Assigned task - Of all the lines below, output only those starting at the one with "Please list the nodes and edges formed by all" and ending at the one with "Write the network", both ends included, exactly as written.

━━━ Recorded data ━━━

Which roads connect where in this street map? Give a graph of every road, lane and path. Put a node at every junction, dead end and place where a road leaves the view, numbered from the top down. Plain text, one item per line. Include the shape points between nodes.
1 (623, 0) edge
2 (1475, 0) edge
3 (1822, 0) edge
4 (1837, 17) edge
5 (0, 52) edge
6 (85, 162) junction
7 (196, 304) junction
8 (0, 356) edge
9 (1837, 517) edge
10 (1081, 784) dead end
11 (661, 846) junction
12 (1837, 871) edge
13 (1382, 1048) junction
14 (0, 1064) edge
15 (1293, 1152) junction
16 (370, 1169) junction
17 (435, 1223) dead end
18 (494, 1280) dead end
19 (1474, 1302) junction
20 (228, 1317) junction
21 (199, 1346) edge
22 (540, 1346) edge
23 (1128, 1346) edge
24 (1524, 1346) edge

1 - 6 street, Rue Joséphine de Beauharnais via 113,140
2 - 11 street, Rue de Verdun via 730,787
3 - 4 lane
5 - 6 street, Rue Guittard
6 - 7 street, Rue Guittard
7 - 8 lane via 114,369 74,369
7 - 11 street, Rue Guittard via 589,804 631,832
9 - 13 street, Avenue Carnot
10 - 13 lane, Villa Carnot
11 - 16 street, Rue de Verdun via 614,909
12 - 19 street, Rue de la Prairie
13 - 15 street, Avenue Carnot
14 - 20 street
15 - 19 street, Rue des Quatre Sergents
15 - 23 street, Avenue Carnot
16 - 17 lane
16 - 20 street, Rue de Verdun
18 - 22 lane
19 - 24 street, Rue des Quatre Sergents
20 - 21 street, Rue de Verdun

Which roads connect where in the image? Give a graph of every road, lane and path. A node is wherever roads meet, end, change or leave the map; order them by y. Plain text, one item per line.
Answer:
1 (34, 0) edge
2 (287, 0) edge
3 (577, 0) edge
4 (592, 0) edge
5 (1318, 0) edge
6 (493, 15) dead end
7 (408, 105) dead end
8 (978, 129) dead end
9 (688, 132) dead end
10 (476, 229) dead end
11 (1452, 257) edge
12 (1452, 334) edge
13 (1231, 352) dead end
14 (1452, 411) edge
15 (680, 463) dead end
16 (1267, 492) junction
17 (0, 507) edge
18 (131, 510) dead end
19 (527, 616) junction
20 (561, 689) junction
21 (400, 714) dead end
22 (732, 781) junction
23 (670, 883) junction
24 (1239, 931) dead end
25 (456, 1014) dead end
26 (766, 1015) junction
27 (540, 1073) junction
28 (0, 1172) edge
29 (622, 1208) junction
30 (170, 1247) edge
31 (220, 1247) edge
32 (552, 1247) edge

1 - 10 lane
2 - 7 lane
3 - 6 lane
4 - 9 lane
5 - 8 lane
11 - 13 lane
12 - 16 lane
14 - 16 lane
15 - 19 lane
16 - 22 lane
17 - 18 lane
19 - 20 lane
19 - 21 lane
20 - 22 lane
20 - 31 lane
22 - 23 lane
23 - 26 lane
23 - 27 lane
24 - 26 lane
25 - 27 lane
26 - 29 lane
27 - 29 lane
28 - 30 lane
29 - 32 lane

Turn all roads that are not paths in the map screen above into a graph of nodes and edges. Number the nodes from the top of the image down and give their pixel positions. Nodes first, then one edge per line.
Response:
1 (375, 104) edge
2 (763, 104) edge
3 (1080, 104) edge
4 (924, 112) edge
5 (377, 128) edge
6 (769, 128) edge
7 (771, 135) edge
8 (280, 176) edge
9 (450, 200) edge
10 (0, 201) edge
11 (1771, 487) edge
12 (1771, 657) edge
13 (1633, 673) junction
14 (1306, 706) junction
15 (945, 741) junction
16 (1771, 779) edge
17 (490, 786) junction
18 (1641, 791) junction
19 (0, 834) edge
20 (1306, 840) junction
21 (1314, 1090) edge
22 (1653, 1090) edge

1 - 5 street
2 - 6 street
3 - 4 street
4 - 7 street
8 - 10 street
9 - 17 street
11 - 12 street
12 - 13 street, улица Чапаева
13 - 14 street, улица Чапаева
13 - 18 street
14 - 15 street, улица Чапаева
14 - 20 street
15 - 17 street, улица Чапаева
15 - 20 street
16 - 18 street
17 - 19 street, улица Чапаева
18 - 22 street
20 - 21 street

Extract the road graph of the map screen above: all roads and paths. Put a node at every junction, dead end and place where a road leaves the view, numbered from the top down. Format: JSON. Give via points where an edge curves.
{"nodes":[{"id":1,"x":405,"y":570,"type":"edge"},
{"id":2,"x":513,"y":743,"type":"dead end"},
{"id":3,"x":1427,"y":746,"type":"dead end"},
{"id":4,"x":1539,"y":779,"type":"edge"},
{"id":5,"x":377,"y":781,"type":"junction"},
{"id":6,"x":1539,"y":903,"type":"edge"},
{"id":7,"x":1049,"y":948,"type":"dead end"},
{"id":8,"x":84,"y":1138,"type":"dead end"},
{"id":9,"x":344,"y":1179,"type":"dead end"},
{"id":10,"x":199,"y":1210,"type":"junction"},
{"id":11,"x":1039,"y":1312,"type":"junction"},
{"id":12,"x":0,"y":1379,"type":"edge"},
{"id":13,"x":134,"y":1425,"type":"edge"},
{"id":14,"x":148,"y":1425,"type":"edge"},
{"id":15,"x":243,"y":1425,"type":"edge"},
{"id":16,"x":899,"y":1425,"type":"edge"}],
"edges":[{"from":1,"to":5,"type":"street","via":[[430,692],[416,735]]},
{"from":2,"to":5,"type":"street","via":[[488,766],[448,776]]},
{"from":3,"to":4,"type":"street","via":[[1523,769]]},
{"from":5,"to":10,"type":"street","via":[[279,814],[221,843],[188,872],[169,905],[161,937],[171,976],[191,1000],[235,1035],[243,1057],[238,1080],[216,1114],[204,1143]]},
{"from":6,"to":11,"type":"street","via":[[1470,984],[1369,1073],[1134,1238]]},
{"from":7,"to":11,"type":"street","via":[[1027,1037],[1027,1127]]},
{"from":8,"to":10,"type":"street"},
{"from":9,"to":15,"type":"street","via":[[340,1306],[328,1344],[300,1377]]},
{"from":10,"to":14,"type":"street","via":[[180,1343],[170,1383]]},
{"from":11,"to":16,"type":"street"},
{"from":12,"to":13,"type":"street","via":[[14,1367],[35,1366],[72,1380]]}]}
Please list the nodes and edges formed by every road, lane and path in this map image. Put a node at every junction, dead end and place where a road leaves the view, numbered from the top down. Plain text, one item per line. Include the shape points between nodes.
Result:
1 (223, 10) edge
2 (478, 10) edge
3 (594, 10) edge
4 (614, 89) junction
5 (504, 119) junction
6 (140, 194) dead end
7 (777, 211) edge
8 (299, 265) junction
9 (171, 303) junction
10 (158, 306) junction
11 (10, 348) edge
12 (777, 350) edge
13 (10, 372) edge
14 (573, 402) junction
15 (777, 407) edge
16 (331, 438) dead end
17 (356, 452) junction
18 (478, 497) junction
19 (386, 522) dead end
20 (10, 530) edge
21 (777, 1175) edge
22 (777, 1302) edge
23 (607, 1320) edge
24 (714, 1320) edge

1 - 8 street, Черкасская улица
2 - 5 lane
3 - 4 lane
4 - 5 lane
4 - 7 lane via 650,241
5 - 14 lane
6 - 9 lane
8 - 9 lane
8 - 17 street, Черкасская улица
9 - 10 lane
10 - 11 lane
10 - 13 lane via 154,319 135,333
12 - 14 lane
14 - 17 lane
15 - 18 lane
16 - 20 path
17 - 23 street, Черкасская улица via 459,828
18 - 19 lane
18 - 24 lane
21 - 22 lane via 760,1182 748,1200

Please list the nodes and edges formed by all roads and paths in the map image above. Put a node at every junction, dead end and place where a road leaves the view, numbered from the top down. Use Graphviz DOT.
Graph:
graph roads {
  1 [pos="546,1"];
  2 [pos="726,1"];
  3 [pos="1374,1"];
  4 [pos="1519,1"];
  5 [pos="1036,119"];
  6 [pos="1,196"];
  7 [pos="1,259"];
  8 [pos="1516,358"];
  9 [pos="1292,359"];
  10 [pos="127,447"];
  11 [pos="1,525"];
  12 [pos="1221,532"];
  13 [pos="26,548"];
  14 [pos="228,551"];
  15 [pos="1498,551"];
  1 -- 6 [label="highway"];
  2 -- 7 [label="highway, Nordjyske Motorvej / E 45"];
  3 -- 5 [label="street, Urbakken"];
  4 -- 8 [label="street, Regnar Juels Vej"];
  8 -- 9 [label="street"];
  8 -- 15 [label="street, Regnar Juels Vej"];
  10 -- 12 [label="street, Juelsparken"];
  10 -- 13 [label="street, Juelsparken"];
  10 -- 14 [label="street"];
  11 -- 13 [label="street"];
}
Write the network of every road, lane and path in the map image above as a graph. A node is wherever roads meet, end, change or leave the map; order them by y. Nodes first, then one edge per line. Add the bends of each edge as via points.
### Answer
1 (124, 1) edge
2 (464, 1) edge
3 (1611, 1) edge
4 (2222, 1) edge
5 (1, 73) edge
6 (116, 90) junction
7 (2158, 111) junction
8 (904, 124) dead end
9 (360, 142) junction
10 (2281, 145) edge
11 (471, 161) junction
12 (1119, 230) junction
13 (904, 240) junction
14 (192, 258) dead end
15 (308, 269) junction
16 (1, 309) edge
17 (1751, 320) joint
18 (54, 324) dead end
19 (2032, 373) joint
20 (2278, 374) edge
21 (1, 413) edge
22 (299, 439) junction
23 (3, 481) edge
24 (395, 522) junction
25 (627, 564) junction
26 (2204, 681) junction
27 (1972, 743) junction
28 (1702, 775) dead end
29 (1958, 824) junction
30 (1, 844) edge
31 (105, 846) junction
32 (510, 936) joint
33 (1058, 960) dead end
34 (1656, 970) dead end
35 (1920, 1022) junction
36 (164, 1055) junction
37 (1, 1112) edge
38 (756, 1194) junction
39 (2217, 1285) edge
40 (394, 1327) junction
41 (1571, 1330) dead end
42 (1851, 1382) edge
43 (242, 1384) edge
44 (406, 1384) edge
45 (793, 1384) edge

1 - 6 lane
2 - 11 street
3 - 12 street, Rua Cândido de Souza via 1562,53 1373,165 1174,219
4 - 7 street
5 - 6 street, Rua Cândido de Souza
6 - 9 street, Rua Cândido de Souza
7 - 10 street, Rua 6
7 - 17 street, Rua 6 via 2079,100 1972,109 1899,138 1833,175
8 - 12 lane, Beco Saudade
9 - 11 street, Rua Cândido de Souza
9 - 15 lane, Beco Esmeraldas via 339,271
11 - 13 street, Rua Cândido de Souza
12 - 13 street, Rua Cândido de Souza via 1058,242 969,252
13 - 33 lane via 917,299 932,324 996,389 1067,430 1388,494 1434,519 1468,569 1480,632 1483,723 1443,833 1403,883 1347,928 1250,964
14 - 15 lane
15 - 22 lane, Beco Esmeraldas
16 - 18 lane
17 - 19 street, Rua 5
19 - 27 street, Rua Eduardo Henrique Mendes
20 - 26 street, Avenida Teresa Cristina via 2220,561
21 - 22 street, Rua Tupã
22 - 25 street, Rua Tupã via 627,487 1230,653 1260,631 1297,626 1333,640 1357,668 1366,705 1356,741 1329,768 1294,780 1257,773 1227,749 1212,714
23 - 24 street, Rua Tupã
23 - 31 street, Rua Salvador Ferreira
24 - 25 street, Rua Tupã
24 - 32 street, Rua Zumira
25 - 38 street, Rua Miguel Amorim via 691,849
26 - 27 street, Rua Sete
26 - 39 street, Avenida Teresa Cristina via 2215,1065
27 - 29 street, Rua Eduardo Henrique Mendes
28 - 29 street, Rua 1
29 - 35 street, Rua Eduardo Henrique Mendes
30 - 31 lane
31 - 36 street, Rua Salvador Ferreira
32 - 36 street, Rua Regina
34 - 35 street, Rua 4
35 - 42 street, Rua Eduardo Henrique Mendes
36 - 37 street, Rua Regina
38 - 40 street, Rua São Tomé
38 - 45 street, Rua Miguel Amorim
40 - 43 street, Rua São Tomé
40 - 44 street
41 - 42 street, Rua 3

━━━

Response to the task -
Please list the nodes and edges formed by all roads and paths in the map image above. Put a node at every junction, dead end and place where a road leaves the view, numbered from the top down. Use Graphviz DOT.
Graph:
graph roads {
  1 [pos="546,1"];
  2 [pos="726,1"];
  3 [pos="1374,1"];
  4 [pos="1519,1"];
  5 [pos="1036,119"];
  6 [pos="1,196"];
  7 [pos="1,259"];
  8 [pos="1516,358"];
  9 [pos="1292,359"];
  10 [pos="127,447"];
  11 [pos="1,525"];
  12 [pos="1221,532"];
  13 [pos="26,548"];
  14 [pos="228,551"];
  15 [pos="1498,551"];
  1 -- 6 [label="highway"];
  2 -- 7 [label="highway, Nordjyske Motorvej / E 45"];
  3 -- 5 [label="street, Urbakken"];
  4 -- 8 [label="street, Regnar Juels Vej"];
  8 -- 9 [label="street"];
  8 -- 15 [label="street, Regnar Juels Vej"];
  10 -- 12 [label="street, Juelsparken"];
  10 -- 13 [label="street, Juelsparken"];
  10 -- 14 [label="street"];
  11 -- 13 [label="street"];
}
Write the network of every road, lane and path in the map image above as a graph. A node is wherever roads meet, end, change or leave the map; order them by y. Nodes first, then one edge per line. Add the bends of each edge as via points.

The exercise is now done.